Figure 7.. PD-1 and Tim-3 ligand expression in the mouse and human tumor microenvironment.

Mouse tissue from (A) spleen and (B) eight TC-1 tumors was stained for the indicated markers. (C) Cumulative percentages of PD-L1⁺ and Gal-9⁺ cells . Error bars represent standard deviation. Human (D) PBMCs from three normal donors or from (E) five human melanoma specimans were similarly stained. E, Cumulative percent-positive cells for PD-L1 and Gal-9. Error bars represent standard deviation.

Figure 8.. Mechanism of suppression by CD8⁺ TIL.

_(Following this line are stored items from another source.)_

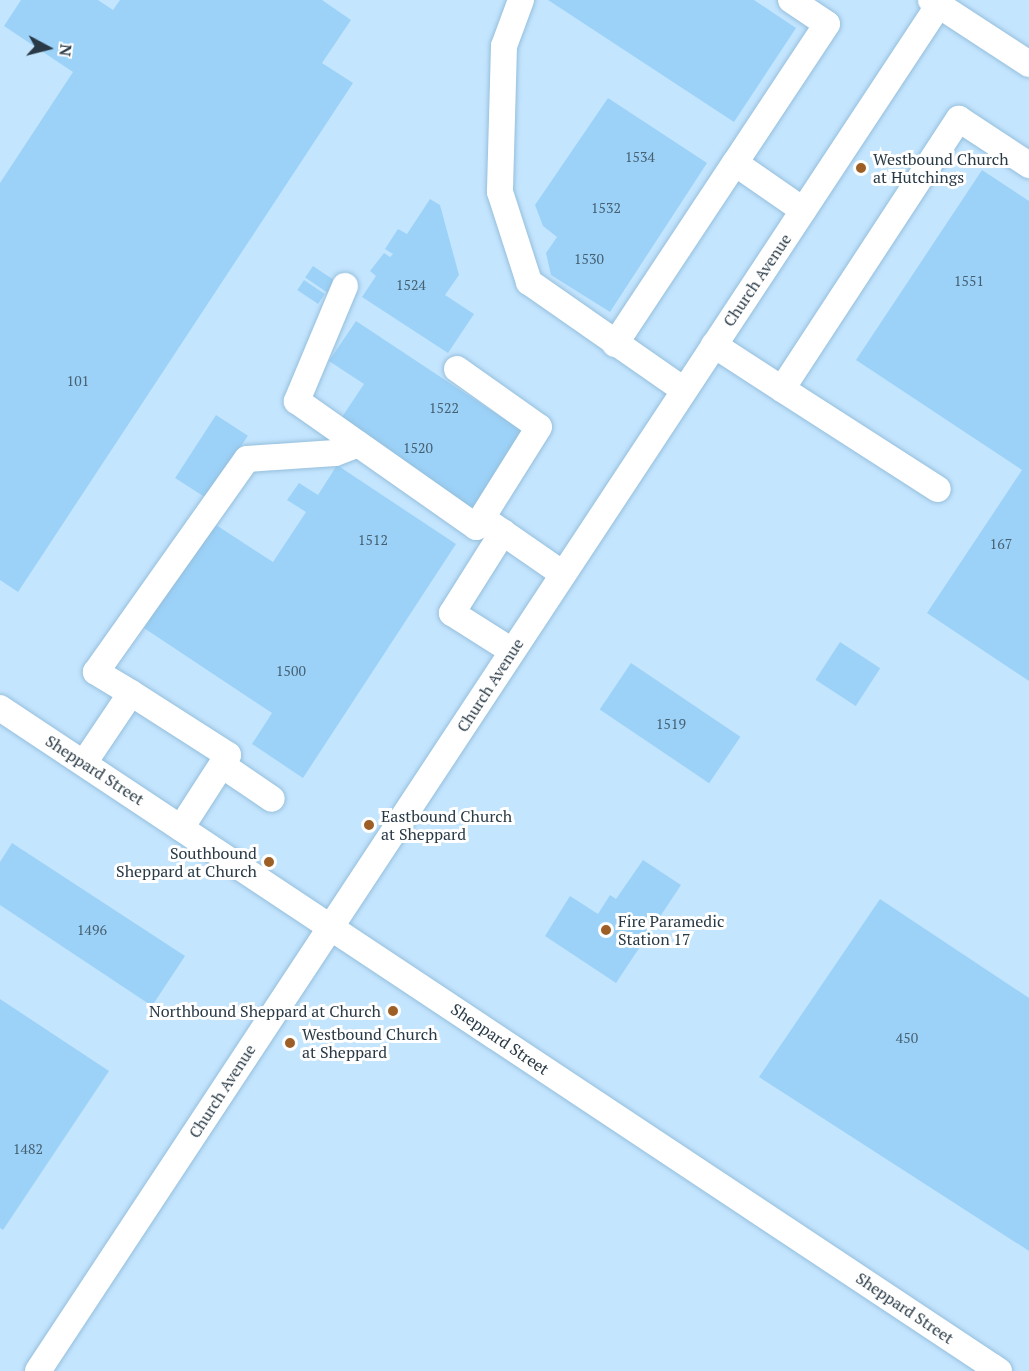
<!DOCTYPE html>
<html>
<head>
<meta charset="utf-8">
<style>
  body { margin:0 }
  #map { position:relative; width:1029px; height:1371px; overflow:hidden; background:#c4e5fe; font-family:"PT Serif",serif }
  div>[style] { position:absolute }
  .building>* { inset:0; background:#9cd2f8; transform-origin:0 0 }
  .roads { filter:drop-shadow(0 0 2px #95bfdc) drop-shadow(0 0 2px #95bfdc) }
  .minor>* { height:26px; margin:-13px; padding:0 13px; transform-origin:13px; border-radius:13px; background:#fff }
  .dots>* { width:16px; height:16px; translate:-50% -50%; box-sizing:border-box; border:3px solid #fff; border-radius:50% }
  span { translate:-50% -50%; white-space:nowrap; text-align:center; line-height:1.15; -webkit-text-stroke:6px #fff; paint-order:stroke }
  .number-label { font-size:14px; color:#466072 }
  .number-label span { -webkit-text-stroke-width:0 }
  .poi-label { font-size:16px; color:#293a46 }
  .left { translate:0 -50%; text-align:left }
  .right { translate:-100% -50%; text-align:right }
  .street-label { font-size:16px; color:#293a46 }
  .north { position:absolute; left:18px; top:18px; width:60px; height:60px; -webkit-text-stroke:4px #fff; paint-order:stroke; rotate:97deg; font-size:16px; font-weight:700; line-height:24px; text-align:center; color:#293a46 }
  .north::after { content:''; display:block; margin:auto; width:21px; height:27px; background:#293a46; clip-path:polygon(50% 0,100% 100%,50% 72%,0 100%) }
</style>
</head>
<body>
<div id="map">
  <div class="building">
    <div style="clip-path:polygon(21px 0,98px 0,113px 10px,120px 0,322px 0,351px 20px,322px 63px,353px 83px,18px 592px,0 580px,0 183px,73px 72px,4px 26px)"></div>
    <div style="clip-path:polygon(548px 0,754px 0,796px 28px,734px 122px)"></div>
    <div style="clip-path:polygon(608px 98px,707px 163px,610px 312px,551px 275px,546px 253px,557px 237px,543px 226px,535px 205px)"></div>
    <div style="clip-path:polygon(982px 170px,1029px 201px,1029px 681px,927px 613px,1022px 470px,856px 360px)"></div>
    <div style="clip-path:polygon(430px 199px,440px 205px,459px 275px,445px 295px,474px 314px,448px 353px,362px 297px,376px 276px,370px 271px,384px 253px,390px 257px,393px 254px,385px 249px,398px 229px,407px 234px)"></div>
    <div style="left:313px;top:266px;width:27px;height:14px;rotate:34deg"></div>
    <div style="left:304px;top:280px;width:25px;height:12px;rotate:34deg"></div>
    <div style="clip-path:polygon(356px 321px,525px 433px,473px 512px,338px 423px,364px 384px,329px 361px)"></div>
    <div style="left:216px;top:415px;width:38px;height:75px;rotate:33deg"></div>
    <div style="clip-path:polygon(337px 465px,456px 544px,303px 778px,252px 744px,272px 713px,144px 628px,213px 523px,273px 562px,306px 512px,287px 500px,299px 483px,318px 495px)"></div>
    <div style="left:840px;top:642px;width:48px;height:45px;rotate:33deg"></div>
    <div style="left:631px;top:663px;width:132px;height:56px;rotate:34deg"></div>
    <div style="clip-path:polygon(12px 843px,185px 956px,152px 1006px,0 905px,0 862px)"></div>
    <div style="clip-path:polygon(643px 860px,681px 885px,616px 983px,545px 936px,570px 896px,598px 914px,610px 895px,616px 899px)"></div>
    <div style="clip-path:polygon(880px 899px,1029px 998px,1029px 1251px,759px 1077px)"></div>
    <div style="clip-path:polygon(0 999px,109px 1071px,3px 1230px,0 1228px)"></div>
  </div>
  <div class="roads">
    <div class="minor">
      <div style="left:521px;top:0;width:49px;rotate:110.3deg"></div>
      <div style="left:504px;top:46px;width:146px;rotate:91.6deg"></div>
      <div style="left:500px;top:192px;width:95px;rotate:72.1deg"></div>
      <div style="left:529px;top:282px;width:189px;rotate:34.9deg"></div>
      <div style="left:791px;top:0;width:43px;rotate:33.7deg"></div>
      <div style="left:827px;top:24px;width:167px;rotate:123.5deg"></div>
      <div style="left:735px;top:163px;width:83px;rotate:34.7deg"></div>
      <div style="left:931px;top:0;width:117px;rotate:33.1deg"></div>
      <div style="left:345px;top:286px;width:125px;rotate:112.7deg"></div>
      <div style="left:297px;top:401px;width:219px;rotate:35.1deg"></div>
      <div style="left:476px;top:527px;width:11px;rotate:-56deg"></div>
      <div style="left:615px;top:344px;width:217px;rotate:-56.5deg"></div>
      <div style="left:714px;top:345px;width:81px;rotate:32.9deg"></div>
      <div style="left:782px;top:389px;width:323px;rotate:-56.8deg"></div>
      <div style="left:959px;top:119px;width:84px;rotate:33.3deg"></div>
      <div style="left:457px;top:369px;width:100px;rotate:35.3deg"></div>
      <div style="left:539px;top:427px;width:107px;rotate:122.1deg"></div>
      <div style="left:482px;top:518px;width:98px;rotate:34.7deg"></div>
      <div style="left:782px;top:389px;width:185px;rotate:32.7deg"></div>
      <div style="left:503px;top:532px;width:96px;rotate:122.2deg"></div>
      <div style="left:452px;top:613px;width:71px;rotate:32.3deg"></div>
      <div style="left:131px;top:693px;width:115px;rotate:32.6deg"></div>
      <div style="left:228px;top:755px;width:87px;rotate:122.8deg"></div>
      <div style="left:0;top:708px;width:1199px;rotate:33.57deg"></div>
      <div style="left:84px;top:763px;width:84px;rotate:-56.1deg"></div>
      <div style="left:131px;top:693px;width:41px;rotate:-149deg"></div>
      <div style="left:96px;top:672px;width:261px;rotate:-54.7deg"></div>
      <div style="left:247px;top:459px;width:88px;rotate:-3.9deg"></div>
      <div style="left:335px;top:453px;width:25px;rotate:-21deg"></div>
      <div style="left:222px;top:765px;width:60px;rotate:34.2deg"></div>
      <div style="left:38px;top:1371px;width:1642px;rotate:-56.6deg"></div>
    </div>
  </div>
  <div class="dots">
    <div style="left:861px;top:168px;background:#9d5f25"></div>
    <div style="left:369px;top:825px;background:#9d5f25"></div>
    <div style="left:269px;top:862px;background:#9d5f25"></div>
    <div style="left:606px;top:930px;background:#9d5f25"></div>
    <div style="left:393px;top:1011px;background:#9d5f25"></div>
    <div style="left:290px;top:1043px;background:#9d5f25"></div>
  </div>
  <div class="number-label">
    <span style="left:640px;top:157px">1534</span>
    <span style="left:606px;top:208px">1532</span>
    <span style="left:589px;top:259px">1530</span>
    <span style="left:969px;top:281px">1551</span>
    <span style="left:411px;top:285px">1524</span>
    <span style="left:78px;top:381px">101</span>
    <span style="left:444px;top:408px">1522</span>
    <span style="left:418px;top:448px">1520</span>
    <span style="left:373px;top:540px">1512</span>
    <span style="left:1001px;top:544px">167</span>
    <span style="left:291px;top:671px">1500</span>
    <span style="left:671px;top:724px">1519</span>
    <span style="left:92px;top:930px">1496</span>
    <span style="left:907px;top:1038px">450</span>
    <span style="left:28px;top:1149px">1482</span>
  </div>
  <div class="poi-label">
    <span class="left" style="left:873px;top:168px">Westbound Church<br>at Hutchings</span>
    <span class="left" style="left:381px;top:825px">Eastbound Church<br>at Sheppard</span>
    <span class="right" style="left:257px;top:862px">Southbound<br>Sheppard at Church</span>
    <span class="left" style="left:618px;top:930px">Fire Paramedic<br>Station 17</span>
    <span class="right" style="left:381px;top:1011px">Northbound Sheppard at Church</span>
    <span class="left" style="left:302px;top:1043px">Westbound Church<br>at Sheppard</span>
  </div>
  <div class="street-label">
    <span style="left:757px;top:280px;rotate:-56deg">Church Avenue</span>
    <span style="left:490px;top:685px;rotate:-57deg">Church Avenue</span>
    <span style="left:95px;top:770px;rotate:33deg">Sheppard Street</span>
    <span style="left:500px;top:1039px;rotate:34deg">Sheppard Street</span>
    <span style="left:222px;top:1091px;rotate:-57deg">Church Avenue</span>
    <span style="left:905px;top:1308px;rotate:34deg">Sheppard Street</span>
  </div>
  <div class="north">N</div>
</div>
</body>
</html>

A,Mouse CD8⁺ PD-1⁺ Tim-3⁺ TILs were FACS-sorted from dissociated TC-1 tumors and used in in vitro suppression assays with the indicated blocking antibodies. Responder cells were labeled with CFSE. At the conclusion of the experiment, cells were analyzed by flow cytometry. Plots are representative of at least three replicates per sample. Data from all replicates were used to calculate percent suppression. B, Similar studies were conducted using PD-1⁺ Tim-3⁺ CD8⁺ T cells FACS-sorted from human patient specimens (n = 4) with autologous T cells as responders. Error bars represent standard deviation between the replicate samples. *P < 0.05 for the anti-IL10 –treated group as compared to the TIL alone group. C, PD-1⁺ Tim-3⁺ CD8⁺ T cells were sorted from TC-1 tumors or human melanoma tumors and used in in vitro suppression assays with autologous responder T cells. Suppressors were physically separated from responder cells via transwell inserts. Responders were seeded onto the anti-CD3/CD28 coated lower plate. Proliferation was assessed by CFSE dilution. Plots are representative of three independent experiments which were used to cumulatively display percent division of each group in the bar graph. Error bars indicate standard deviation.